第57話カフェ・ルミエールの広報誌(5)

史は、洋子の経歴については、史の母の美智子から聞いてある程度は知っているようだけど、やはり自分でも聞きたいらしい。

そのため、過去の一つ一つの話になり、取材時間は多くなりそうだ。

それは洋子にとっては「シメシメ、よしよし」だけれど、さすがに時間には制限もあった。
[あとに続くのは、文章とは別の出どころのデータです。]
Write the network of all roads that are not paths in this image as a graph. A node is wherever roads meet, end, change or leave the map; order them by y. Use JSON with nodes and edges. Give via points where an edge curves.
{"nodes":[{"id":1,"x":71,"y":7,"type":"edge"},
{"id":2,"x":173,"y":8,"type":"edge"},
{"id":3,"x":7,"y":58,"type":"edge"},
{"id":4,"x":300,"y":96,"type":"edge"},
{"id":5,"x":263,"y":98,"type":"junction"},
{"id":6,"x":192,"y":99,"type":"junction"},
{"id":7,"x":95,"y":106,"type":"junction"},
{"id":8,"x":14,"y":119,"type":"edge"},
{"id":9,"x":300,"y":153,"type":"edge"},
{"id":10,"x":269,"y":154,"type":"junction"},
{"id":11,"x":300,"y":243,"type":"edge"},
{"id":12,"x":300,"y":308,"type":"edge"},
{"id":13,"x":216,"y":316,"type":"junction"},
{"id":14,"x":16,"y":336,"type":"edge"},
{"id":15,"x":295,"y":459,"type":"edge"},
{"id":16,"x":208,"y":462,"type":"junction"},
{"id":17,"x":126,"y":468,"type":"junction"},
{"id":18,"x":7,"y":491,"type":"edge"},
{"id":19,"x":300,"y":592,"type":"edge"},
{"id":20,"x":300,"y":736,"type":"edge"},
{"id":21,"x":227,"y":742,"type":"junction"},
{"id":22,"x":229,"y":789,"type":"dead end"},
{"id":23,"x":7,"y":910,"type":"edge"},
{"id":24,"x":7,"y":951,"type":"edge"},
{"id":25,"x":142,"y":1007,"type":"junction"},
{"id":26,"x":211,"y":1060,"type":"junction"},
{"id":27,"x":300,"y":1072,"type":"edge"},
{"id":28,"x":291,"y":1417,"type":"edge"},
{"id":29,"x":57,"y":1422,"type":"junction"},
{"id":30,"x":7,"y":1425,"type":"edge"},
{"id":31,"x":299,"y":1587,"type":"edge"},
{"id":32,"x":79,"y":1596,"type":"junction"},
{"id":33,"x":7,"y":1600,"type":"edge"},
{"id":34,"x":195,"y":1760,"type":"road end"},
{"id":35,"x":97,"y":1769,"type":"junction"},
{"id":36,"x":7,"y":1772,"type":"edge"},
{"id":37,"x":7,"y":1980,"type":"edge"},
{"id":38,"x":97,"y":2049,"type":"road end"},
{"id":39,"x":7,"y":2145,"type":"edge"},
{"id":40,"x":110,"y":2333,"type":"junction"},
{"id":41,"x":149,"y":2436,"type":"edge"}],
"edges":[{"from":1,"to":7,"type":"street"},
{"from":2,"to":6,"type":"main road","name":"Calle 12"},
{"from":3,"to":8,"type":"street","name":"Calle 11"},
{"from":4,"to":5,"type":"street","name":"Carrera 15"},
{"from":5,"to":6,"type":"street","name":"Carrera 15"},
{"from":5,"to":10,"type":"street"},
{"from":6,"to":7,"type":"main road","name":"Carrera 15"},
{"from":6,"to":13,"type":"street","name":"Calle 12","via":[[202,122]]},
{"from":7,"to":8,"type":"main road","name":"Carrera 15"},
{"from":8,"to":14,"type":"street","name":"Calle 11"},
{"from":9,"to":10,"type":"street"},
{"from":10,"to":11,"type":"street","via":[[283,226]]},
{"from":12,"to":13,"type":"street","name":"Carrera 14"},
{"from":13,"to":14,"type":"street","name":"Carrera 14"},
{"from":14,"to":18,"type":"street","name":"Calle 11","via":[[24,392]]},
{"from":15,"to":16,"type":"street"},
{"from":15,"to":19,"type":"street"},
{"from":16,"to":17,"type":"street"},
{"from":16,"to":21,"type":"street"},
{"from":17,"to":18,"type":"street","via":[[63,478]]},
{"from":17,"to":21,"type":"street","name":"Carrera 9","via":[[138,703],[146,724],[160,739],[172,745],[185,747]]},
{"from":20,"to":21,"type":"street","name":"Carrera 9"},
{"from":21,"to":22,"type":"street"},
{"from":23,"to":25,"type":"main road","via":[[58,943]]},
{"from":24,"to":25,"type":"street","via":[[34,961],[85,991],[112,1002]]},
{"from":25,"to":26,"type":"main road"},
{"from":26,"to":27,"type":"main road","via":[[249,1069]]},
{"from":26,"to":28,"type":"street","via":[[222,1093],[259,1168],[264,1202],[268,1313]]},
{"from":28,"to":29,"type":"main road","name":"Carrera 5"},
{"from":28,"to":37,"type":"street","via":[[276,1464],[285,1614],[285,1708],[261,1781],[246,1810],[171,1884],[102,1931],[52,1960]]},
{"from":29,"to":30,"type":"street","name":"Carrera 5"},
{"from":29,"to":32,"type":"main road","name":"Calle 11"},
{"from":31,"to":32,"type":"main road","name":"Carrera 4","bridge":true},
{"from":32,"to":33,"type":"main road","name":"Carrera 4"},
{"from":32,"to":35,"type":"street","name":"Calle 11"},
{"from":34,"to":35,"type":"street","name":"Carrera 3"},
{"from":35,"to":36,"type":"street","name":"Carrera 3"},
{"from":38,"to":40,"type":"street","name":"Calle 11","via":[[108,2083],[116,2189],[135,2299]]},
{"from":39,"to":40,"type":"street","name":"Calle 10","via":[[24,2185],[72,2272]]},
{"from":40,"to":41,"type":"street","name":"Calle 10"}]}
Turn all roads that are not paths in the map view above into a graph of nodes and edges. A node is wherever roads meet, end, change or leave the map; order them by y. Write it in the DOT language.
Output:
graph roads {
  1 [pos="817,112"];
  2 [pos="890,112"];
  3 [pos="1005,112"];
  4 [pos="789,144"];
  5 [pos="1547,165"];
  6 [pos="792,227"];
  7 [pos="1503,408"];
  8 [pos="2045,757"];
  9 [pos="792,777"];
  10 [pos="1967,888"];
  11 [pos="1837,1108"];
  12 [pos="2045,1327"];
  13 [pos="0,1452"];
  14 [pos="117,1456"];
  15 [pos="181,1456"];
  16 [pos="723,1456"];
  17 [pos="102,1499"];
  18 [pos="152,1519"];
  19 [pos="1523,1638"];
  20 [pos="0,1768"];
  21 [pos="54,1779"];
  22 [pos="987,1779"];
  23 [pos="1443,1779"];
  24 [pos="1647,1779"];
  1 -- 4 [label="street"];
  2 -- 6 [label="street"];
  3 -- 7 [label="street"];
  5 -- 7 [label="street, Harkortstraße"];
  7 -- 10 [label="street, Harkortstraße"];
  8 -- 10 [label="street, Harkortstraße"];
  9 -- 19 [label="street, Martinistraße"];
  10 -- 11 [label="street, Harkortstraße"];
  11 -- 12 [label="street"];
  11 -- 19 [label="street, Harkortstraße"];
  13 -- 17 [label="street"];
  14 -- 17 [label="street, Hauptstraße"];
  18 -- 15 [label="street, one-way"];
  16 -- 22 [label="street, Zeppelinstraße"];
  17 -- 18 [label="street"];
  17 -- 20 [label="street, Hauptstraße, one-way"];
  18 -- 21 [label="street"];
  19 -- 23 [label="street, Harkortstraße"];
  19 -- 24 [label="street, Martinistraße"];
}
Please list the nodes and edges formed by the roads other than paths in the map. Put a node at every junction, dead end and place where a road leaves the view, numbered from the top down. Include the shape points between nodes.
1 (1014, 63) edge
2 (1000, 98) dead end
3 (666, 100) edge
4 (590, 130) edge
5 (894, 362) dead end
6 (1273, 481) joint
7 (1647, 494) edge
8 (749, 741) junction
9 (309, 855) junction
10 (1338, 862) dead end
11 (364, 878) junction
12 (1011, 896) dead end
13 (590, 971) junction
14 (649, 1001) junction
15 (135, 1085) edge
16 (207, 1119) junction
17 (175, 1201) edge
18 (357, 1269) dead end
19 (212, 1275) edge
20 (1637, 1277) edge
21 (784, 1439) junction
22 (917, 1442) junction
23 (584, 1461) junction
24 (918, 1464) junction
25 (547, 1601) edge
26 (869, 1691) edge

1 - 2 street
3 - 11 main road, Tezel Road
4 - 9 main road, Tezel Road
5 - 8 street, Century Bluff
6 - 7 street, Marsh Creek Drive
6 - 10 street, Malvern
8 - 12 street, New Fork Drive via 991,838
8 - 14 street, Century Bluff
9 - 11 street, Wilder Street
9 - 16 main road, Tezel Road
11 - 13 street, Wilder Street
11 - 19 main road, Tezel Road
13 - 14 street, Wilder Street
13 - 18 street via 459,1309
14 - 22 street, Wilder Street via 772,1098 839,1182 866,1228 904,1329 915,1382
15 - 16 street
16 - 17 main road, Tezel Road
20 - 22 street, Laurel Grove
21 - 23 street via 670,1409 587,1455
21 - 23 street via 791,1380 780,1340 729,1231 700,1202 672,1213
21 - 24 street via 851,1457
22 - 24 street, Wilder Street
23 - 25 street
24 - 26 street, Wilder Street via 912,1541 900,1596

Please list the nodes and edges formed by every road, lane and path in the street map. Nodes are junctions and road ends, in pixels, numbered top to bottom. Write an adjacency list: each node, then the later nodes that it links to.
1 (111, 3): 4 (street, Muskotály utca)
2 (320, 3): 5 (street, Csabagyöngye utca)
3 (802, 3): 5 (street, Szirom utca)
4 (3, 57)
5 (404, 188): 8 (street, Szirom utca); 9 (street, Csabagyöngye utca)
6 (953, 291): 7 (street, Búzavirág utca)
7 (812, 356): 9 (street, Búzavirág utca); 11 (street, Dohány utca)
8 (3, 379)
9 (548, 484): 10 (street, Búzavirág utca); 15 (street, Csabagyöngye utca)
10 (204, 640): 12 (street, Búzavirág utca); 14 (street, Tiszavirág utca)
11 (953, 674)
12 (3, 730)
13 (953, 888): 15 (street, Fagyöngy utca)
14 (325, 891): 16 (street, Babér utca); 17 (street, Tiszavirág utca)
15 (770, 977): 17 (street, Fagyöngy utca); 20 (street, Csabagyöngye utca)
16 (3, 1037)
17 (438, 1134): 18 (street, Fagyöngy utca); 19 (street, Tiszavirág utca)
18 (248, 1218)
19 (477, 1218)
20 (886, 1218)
少しだけ話をした段階で、奈津美が出勤してきたのである。


そして奈津美が店内で話をする洋子と史を見るなり、一言。

「あらーーーー!史君の取材ですか?いいなあ!次は私?早くして欲しいなあ」

とにかく、洋子にとっては「本当におジャマ虫」である。


おまけに史は、洋子から視線を外し、奈津美の方を向く。

「はい、このカフェ・ルミエールの広報誌なので、奈津美さんも登場してもらいますので、その時にはよろしくお願いします」

キチンと頭まで下げる。


「そうかあ・・・そうなると・・・」

今度は、奈津美が雅の隣に座ってしまった。

そのうえ、わりと「ピッタリ気味」に座る。

「どうせ、PCで作るんだからさ」

奈津美には、何か考えがあるようだ。


「え?PCだから何?」

洋子は、奈津美の意図が見えない。

それより、なるべく奈津美には席を外してもらって、「キッチンにさっさと行ってほしい」と思っている。

何より「史へのピッタリ座り」が気に入らない。


「もしかすると、ホームページとか?」

ところが、史は奈津美の考えをすぐにわかったらしい。

奈津美も、ニッコリである。


「さっすが!史君!若いから反応が早い!」

奈津美は、ポンと史の肩を叩いたりする。


「う?当てこすり?弟子のくせに!」

洋子は、本当に気に入らないものの、「大人だし」と思い、態度には出さない。


「一度、マスターと涼子さんにも、相談してみます」

「それから、企画書みたいなのを、僕が作ります」

「叩き台が必要なので」

洋子と奈津美の想いはともかく、史は全く冷静。


その後は具体的な話は、マスターの意見と、史の企画書待ちになった。


姉の由紀が迎えに来たこともあり、史は由紀と、洋子のサヴァランケーキと奈津美の紅茶を飲み、帰っていった。



二人がいなくなった後、奈津美は洋子の脇をちょっとつついた。

「洋子さんも、史君フェロモンに感染したんでしょ」


「・・・うん・・・お花畑フェロモンだ」

洋子の顔は、また赤くなっている。